“I did not come to call the righteous but sinners”

Today, as in Jesus’ time, the self-righteous have sought to marginalize those they perceive as sinners. In Matthew 9:9-13, Jesus addresses the issue.

As Jesus passed by,
he saw a man named Matthew sitting at the customs post.
He said to him, “Follow me.”
And he got up and followed him.
While he was at table in his house,
many tax collectors and sinners came
and sat with Jesus and his disciples.
The Pharisees saw this and said to his disciples,
“Why does your teacher eat with tax collectors and sinners?”
He heard this and said,
“Those who are well do not need a physician, but the sick do.
Go and learn the meaning of the words,
I desire mercy, not sacrifice.
I did not come to call the righteous but sinners.

There is a controversy in the Roman Catholic Church now, begun by Pope Francis when he called for the welcoming of LGBT Catholics into the Church and then again when he called to consider allowing certain remarried divorced Catholics to receive Holy Communion and burial at death. The tradition has been to shun both groups — LGBT Catholics and divorced Catholics — because they are considered sinners. Neither may receive Holy Communion and neither may be buried by the Church. Pope Francis has said the Church needs to rethink this.

Today’s reading from the Gospel of Matthew partially explains why. Holy Communion is not a reward for being good, as one Catholic writer said it. It is an encounter with Christ to heal and strengthen. Who needs healing and strength more than a sinner? So why, then, would the Church deny that healing and strength to someone they consider a sinner?

“I did not come to call the righteous but sinners,” He said. Then let Christ do His work. “Go and learn the meaning of the words, I desire mercy, not sacrifice.” Heed His words on mercy over sacrifice.

This is not meant to be a posting on Catholic Church practices.
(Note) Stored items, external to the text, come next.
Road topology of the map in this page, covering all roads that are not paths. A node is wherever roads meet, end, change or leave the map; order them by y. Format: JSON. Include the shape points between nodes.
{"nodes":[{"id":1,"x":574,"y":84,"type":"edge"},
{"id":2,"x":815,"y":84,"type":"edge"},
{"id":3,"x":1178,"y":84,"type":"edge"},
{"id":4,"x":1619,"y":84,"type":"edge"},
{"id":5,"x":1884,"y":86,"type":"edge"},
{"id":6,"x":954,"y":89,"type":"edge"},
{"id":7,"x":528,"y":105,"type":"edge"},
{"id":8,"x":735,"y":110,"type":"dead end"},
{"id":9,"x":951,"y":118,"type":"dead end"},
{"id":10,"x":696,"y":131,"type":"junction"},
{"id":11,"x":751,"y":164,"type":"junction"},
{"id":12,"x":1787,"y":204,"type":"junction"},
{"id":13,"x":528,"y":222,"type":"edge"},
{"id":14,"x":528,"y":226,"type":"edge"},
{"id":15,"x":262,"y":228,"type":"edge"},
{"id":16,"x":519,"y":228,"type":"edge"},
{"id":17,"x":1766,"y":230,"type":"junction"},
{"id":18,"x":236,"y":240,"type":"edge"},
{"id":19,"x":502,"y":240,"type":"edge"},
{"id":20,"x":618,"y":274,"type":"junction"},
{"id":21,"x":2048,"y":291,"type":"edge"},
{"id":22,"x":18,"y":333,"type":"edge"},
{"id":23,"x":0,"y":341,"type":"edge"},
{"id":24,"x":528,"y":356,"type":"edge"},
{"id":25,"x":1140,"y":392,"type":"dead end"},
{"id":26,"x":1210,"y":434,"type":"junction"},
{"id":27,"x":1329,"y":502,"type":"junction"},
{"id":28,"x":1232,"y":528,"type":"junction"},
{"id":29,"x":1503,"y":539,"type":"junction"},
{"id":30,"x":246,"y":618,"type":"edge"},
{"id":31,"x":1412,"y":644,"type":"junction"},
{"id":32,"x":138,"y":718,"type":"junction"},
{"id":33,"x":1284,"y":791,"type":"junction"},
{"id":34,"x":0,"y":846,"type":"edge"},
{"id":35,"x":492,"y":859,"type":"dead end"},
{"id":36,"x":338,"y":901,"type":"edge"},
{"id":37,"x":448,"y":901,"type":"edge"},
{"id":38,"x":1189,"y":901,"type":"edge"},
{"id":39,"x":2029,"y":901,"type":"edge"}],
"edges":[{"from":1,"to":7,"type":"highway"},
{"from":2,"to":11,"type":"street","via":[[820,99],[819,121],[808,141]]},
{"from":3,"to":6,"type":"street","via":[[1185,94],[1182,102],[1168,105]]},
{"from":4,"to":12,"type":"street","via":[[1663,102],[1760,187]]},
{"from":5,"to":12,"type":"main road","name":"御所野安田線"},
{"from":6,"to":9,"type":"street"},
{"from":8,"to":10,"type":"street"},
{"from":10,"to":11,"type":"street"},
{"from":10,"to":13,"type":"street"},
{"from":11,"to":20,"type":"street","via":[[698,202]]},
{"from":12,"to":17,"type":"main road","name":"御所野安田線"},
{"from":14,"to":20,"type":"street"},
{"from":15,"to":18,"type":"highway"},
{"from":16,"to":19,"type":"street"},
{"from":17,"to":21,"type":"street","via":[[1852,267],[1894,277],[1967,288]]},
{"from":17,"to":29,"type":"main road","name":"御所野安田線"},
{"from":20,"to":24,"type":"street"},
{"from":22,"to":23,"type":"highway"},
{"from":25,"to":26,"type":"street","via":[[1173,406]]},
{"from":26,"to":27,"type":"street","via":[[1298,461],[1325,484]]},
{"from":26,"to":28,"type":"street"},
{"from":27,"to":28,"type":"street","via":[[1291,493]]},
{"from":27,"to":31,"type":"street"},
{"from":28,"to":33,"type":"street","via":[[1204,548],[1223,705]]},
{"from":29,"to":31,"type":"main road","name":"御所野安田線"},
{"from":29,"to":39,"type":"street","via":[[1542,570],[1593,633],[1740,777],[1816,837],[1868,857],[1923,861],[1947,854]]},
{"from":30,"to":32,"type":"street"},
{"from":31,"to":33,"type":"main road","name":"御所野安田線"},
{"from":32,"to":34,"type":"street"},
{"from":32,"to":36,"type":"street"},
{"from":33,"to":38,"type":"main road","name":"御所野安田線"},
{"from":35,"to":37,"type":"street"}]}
It’s meant to show how Jesus’ words apply to our everyday lives. There are people in our lives who are hurting, who need the loving encounter with Christ. And people whose job it is to minister to them in the name of Christ are denying them that. Not just priests and bishops and cardinals, but everyday people, who can be lay ministers. People who judge others, as Jesus has commanded them not to. People who put their own perceived righteousness above that of others.

There is scientific evidence that being LGBT is written into someone’s DNA, not a “lifestyle choice.” If that’s so, then it’s nature’s choice. Yes, it’s written in Leviticus that a man may not lay in bed with another man as with a woman and that it is an abomination. It is also written that believers should not eat shell fish and other seafood that doesn’t have fins and gills, should not eat pigs (e.g., ham and bacon), should not wear tattoos, and not do dozens of other things. And at the end of the chapter (chapter 18) in Leviticus that spells all these don’ts out, it says, “These are all an abomination.” So how do you square your “lifestyle choices” that are an abomination against someone else’s? How do you condemn someone else for offending God when you offend God by your own choices?

This is not to condemn you. This is not to judge you. This is to remind you that Jesus says, “Learn the meaning of the words, I desire mercy, not sacrifice” and “I did not come to call the righteous but sinners,” and then make you ponder, who are the sinners? And then wonder, who should be denied an encounter with Jesus the Christ — in fact, who should seek Him out more urgently?

Jesus spent a lot time in the Gospels battling the scribes and Pharisees, whom he called hypocrites and who failed to grasp His central teachings on love and mercy and compassion. Are we more Christlike or more like the scribes and Pharisees? Maybe it’s time to get out of Jesus’ way and let Him do His merciful work on those He seeks to heal.